Hamsun's personal life, however, cast a shadow over his literary achievements. His controversial support for Nazi Germany during World War II, including his meeting with Adolf Hitler, alienated many readers and led to his post-war trial for treason in Norway. Despite this, Hamsun’s literary contributions have continued to be recognized for their pioneering exploration of psychological depth and their profound connection to the natural world.
Death and Legacy
Hamsun lived a long life, dying at the age of 92 in 1952. His late years were marked by controversy and legal proceedings due to his wartime activities. Nonetheless, his novels, particularly Hunger, Pan, and Growth of the Soil, have secured his place as one of the most innovative and influential writers of his time. Today, Hamsun is remembered for his literary achievements, though his political affiliations continue to provoke debate.
Despite the complexities of his legacy, Hamsun’s works endure as powerful explorations of human emotion, nature, and individuality, influencing both modernist and existentialist literature.
About the Work
Hunger by Knut Hamsun is a psychological exploration of desperation, human will, and existential struggle.
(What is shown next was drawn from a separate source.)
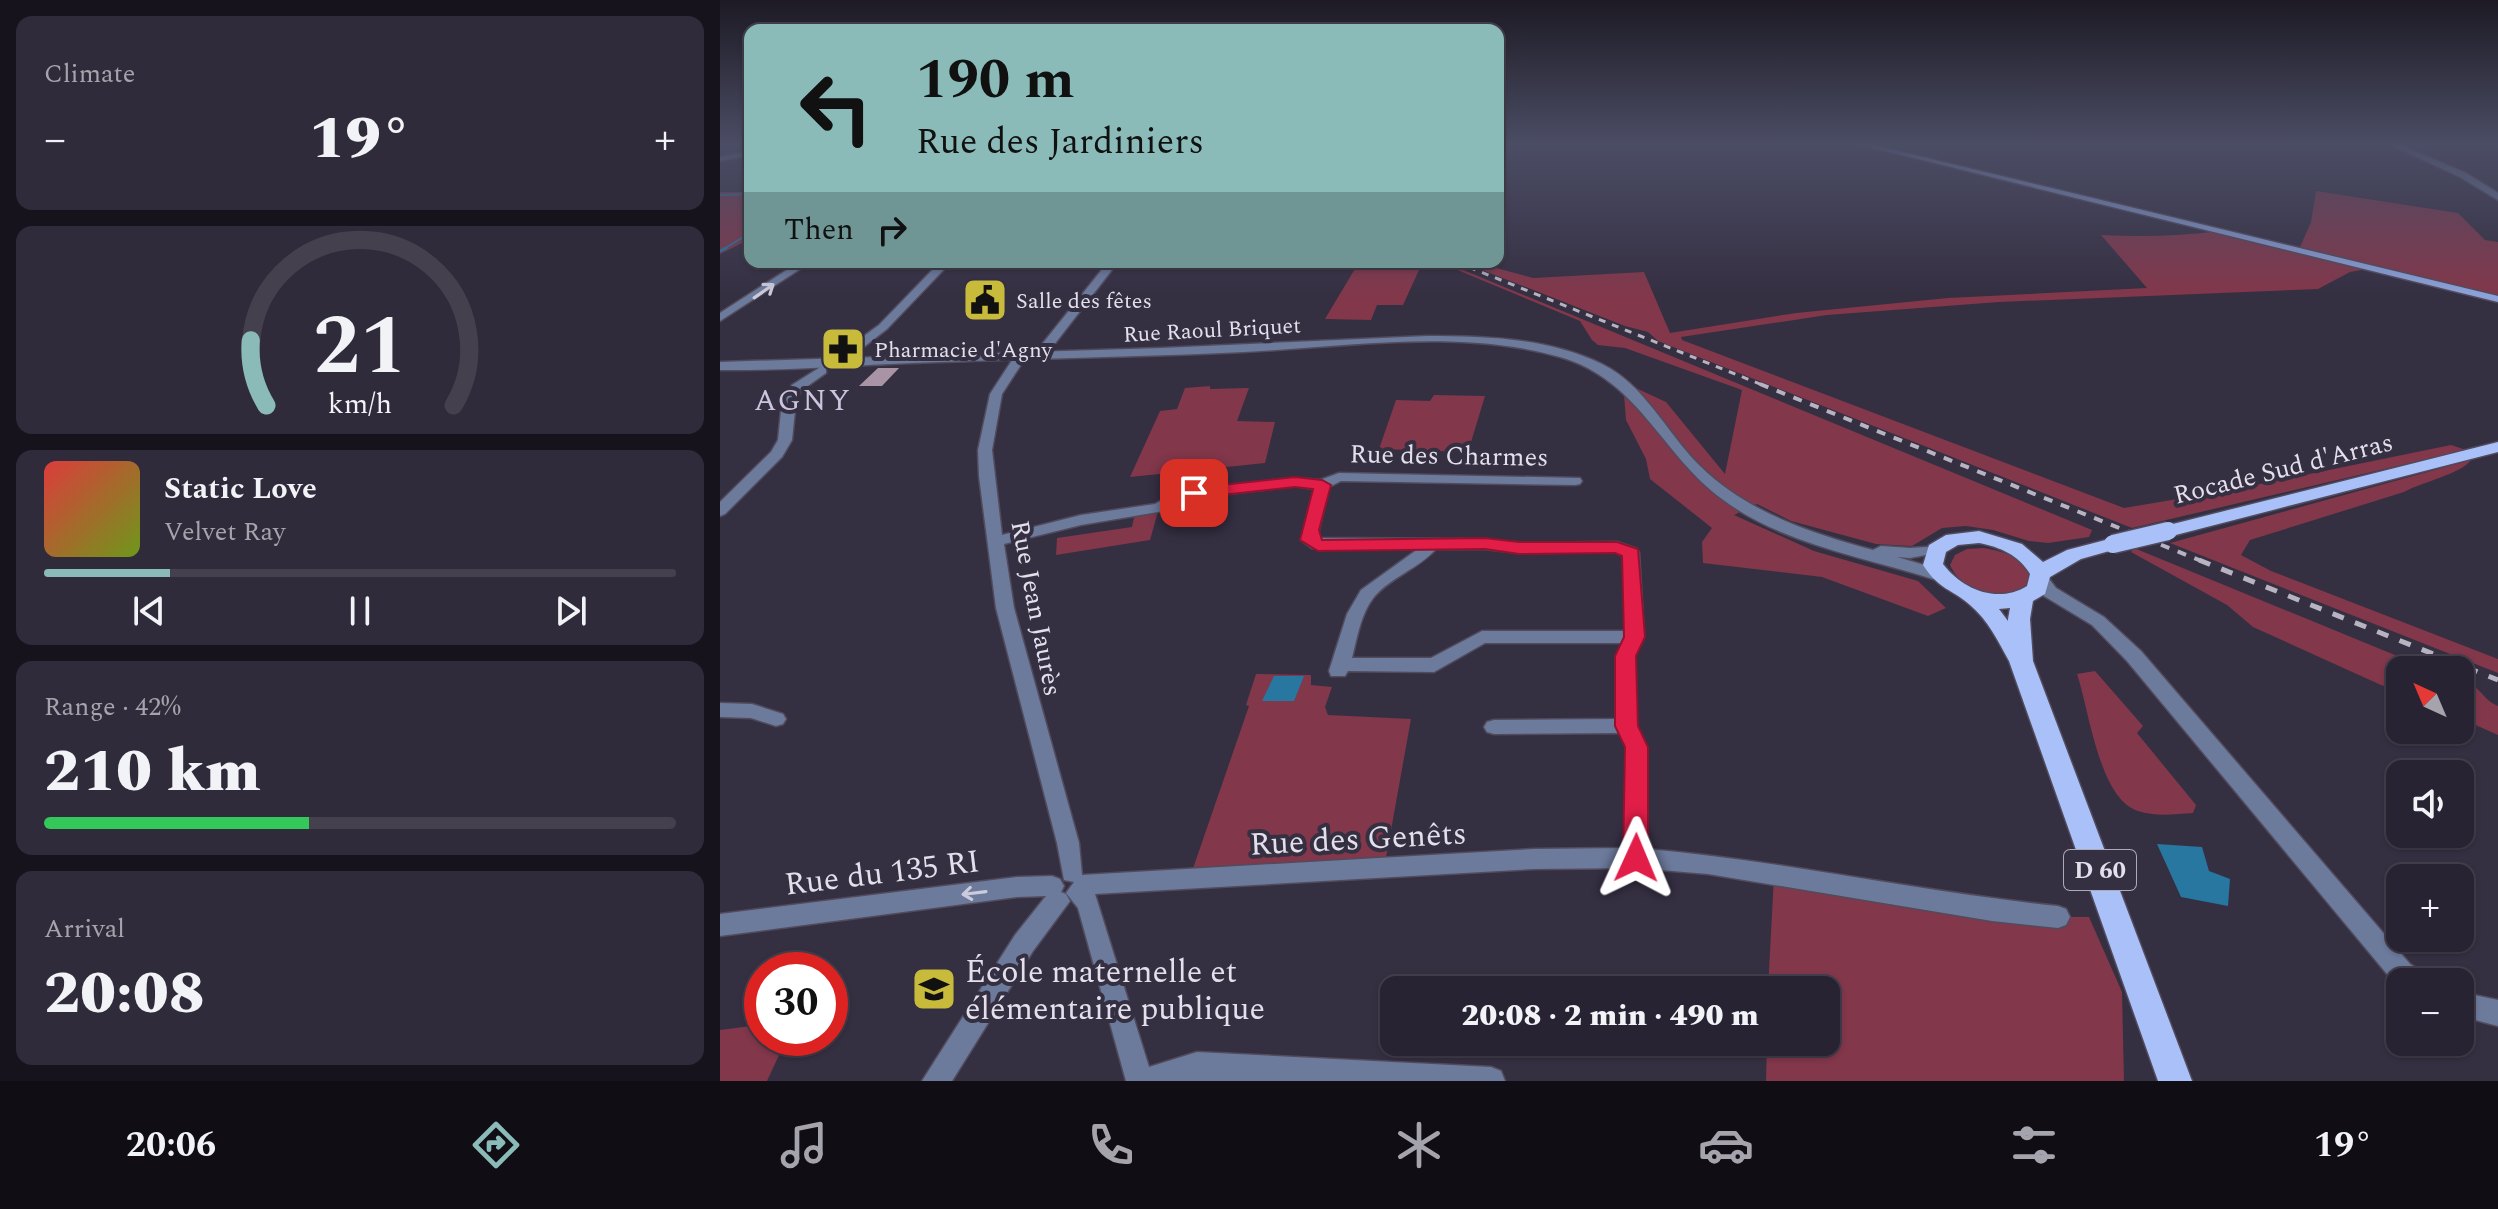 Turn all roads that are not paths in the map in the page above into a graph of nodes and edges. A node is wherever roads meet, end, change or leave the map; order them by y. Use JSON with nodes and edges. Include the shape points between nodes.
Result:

Through the eyes of the unnamed protagonist, Hamsun paints a stark picture of poverty and isolation in a modernizing city. The protagonist's hunger is both literal and symbolic, representing not only his physical deprivation but also his yearning for meaning and artistic recognition. The novel delves into the complexities of mental instability as the narrator fluctuates between states of delusion, pride, and anguish, revealing the depths of human suffering and resilience.
Since its publication, Hunger has been hailed as a pioneering work in modernist literature. Its introspective narrative style and focus on the inner turmoil of the protagonist have influenced many later writers. The novel’s existential themes resonate with readers, touching on the alienation and internal conflict faced by individuals in a rapidly changing society. Hamsun's depiction of the psychological effects of extreme hunger and poverty is both poignant and unsettling, offering a raw portrayal of human endurance in the face of societal neglect.
The relevance of Hunger persists due to its timeless exploration of human nature. By examining the intersections of pride, despair, and the quest for survival, the novel provides a profound commentary on the fragility of the human condition. Hamsun’s work continues to inspire reflection on issues of poverty, mental health, and the search for purpose, making it a powerful contribution to world literature.
It was during the time I wandered about and starved in Christiania: Christiania, this singular city, from which no man departs without carrying away the traces of his sojourn there.
I was lying awake in my attic and I heard a clock below strike six. It was already broad daylight, and people had begun to go up and down the stairs. By the door where the wall of the room was papered with old numbers of the Morgenbladet, I could distinguish clearly a notice from the Director of Lighthouses, and a little to the left of that an inflated advertisement of Fabian Olsens' new-baked bread.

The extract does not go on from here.